_WORK TO BE COMPLETED:_ For this exercise, report every line of the material that includes "image".

*** Begin section ***

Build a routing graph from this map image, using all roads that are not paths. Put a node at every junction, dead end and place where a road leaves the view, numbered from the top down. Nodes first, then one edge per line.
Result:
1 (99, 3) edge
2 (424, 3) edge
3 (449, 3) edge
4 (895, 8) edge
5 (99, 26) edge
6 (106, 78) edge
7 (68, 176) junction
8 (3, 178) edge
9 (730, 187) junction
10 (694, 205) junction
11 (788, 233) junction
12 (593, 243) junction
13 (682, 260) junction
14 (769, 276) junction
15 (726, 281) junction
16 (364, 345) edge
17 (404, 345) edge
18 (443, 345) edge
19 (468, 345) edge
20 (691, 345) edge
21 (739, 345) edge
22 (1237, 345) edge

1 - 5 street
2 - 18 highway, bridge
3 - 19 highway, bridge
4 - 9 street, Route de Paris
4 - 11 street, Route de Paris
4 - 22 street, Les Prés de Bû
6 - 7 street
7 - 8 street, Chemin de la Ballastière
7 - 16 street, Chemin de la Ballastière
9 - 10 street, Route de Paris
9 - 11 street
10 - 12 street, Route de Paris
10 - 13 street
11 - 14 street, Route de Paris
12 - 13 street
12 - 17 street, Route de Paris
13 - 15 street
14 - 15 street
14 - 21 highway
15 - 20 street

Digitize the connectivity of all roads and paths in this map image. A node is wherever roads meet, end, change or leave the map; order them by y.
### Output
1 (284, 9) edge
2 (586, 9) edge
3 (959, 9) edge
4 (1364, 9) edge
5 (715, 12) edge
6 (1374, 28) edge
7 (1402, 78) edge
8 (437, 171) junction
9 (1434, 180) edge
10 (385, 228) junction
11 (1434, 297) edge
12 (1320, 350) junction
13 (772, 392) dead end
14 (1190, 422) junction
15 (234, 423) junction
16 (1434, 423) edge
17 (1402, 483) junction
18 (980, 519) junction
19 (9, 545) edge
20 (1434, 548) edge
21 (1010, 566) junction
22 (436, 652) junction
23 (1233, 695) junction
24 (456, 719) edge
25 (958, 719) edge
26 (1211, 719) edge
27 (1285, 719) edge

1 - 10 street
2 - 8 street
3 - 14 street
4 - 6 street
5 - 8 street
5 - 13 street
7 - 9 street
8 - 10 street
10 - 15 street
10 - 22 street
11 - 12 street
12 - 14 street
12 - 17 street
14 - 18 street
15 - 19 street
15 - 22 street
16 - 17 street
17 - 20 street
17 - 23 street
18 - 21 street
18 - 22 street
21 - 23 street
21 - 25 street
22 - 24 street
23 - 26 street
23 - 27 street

*** End section ***

_WRITTEN RESPONSE:_
Build a routing graph from this map image, using all roads that are not paths. Put a node at every junction, dead end and place where a road leaves the view, numbered from the top down. Nodes first, then one edge per line.
Digitize the connectivity of all roads and paths in this map image. A node is wherever roads meet, end, change or leave the map; order them by y.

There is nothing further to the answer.